> **TASK DIRECTIONS**:
Scan the material below for lines with the word "Shelton" and reply with how many there are, nothing else.

> **INPUT FOR THIS TASK**:
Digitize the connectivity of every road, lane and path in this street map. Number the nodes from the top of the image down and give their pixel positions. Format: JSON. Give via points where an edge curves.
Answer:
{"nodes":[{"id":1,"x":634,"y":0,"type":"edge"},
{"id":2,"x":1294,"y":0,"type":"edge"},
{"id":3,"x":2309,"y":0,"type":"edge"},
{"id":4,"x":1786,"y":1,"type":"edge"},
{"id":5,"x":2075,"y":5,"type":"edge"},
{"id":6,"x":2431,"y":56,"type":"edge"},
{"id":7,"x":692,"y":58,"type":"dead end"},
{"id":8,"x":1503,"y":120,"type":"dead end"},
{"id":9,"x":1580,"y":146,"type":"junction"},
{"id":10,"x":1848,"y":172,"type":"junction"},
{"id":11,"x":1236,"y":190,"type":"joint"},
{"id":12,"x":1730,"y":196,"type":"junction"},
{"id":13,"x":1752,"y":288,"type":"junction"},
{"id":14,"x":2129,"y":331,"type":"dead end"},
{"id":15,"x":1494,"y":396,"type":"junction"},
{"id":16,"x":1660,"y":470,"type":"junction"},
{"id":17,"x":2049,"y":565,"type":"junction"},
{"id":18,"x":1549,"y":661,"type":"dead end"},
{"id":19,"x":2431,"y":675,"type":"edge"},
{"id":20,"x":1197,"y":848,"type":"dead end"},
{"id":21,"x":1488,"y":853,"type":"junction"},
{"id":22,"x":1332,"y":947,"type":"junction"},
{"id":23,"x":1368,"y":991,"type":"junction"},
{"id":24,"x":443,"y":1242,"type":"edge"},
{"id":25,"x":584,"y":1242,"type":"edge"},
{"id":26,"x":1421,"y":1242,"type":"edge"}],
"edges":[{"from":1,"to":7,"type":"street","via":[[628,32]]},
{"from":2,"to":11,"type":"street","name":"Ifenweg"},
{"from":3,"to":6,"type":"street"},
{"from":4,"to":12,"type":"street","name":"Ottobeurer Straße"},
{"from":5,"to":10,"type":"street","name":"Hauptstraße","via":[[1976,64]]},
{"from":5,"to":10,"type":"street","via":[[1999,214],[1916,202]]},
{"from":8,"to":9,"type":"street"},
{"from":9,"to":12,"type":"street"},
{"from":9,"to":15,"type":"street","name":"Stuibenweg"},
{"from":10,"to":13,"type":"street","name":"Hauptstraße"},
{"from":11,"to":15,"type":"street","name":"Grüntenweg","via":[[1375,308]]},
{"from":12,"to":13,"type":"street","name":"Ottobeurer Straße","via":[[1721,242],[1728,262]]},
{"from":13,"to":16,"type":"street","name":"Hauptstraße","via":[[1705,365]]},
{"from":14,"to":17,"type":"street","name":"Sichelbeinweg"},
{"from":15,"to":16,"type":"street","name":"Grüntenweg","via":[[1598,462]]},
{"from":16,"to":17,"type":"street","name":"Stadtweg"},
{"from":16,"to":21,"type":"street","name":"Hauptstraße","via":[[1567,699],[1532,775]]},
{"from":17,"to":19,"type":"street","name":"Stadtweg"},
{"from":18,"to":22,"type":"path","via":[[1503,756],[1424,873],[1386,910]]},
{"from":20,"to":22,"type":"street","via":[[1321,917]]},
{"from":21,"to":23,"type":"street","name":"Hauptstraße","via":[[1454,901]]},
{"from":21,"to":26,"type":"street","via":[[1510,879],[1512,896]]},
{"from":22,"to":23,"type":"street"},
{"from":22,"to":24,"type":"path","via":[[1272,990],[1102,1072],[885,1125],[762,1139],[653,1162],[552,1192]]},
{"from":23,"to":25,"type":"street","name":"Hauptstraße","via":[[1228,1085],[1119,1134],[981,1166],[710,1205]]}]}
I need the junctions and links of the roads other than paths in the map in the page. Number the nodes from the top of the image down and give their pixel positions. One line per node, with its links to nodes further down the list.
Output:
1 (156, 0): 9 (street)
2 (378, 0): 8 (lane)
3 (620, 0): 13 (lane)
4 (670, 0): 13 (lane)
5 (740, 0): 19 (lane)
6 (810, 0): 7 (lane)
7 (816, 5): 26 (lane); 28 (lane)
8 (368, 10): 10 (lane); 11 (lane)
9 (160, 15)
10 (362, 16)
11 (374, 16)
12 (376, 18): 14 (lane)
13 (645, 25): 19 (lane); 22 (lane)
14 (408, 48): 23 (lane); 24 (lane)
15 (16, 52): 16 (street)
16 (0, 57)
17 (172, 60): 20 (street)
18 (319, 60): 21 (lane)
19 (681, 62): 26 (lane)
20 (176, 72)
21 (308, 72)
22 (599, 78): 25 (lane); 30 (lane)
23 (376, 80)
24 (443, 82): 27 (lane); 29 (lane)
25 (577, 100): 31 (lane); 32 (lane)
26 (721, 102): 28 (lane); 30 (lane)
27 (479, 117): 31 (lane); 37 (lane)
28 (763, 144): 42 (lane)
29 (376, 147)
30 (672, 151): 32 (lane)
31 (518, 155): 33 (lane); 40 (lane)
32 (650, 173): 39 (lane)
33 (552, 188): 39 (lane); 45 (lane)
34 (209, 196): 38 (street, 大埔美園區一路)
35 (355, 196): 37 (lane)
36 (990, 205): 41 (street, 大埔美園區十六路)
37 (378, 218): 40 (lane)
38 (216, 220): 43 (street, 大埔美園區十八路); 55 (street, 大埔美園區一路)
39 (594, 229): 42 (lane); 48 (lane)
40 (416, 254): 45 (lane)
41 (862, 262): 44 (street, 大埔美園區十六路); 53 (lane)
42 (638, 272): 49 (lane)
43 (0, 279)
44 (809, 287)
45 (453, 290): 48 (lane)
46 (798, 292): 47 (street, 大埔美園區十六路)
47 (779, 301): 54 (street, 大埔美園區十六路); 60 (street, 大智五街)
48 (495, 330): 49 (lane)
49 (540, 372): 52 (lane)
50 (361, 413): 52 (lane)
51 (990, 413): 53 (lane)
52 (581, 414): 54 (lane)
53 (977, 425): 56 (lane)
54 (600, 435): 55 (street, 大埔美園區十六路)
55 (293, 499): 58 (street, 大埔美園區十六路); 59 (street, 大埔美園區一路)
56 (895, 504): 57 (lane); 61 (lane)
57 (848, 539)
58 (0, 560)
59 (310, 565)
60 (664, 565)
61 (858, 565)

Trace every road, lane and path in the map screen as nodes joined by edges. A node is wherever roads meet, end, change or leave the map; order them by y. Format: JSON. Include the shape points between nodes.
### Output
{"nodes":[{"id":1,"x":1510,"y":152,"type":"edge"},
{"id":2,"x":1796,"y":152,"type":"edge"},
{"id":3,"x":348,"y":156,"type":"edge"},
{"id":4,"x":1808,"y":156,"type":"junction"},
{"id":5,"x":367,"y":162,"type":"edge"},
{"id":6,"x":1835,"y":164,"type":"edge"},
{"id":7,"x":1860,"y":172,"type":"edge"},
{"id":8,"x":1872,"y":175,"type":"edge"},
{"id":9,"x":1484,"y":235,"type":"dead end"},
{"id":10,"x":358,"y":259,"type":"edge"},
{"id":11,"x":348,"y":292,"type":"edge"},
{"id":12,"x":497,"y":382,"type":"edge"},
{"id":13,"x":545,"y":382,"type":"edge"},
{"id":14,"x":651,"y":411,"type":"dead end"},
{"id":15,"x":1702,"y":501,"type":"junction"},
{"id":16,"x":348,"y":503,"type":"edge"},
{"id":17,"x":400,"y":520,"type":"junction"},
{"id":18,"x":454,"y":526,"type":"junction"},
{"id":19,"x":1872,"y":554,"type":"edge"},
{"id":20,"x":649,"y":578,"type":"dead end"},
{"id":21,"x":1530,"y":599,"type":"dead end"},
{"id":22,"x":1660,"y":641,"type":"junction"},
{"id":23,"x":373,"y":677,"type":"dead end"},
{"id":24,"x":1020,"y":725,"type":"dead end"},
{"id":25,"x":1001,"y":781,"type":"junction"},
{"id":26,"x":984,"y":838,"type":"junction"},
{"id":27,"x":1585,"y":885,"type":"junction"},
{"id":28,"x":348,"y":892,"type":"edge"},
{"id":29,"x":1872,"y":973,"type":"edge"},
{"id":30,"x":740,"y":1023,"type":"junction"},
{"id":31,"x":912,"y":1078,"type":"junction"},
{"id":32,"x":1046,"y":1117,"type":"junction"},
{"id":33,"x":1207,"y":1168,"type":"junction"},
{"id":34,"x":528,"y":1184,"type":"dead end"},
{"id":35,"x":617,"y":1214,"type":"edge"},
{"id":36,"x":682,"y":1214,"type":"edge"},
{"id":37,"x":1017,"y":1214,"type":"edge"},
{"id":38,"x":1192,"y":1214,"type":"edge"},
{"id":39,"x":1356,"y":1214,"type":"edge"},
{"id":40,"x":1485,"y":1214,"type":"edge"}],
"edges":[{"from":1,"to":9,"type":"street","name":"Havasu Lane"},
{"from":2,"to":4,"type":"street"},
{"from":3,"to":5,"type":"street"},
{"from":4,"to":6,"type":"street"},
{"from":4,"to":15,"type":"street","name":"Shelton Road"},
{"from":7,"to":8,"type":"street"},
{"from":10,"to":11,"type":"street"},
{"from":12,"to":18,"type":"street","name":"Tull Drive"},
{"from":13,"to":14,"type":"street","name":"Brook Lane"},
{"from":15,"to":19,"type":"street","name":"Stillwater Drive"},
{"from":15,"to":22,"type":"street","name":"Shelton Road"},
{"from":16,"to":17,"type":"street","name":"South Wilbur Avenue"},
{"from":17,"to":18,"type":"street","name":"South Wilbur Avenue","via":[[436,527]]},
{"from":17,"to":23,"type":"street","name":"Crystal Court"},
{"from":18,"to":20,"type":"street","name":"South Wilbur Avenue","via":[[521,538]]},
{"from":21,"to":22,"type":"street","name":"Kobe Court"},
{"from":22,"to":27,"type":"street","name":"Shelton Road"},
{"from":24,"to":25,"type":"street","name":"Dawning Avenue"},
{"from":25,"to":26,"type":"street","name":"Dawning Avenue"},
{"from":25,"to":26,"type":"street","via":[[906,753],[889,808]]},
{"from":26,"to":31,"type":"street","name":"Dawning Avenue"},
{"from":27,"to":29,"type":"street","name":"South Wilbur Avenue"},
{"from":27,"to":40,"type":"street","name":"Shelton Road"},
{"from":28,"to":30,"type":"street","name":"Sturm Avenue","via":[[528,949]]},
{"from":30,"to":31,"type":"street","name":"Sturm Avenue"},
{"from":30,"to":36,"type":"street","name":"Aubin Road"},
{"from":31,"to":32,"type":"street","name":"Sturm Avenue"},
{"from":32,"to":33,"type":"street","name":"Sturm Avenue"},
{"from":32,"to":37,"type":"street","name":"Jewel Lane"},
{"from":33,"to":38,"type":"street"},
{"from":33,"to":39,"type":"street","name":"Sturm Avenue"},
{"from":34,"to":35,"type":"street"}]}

> **SOLUTION**:
4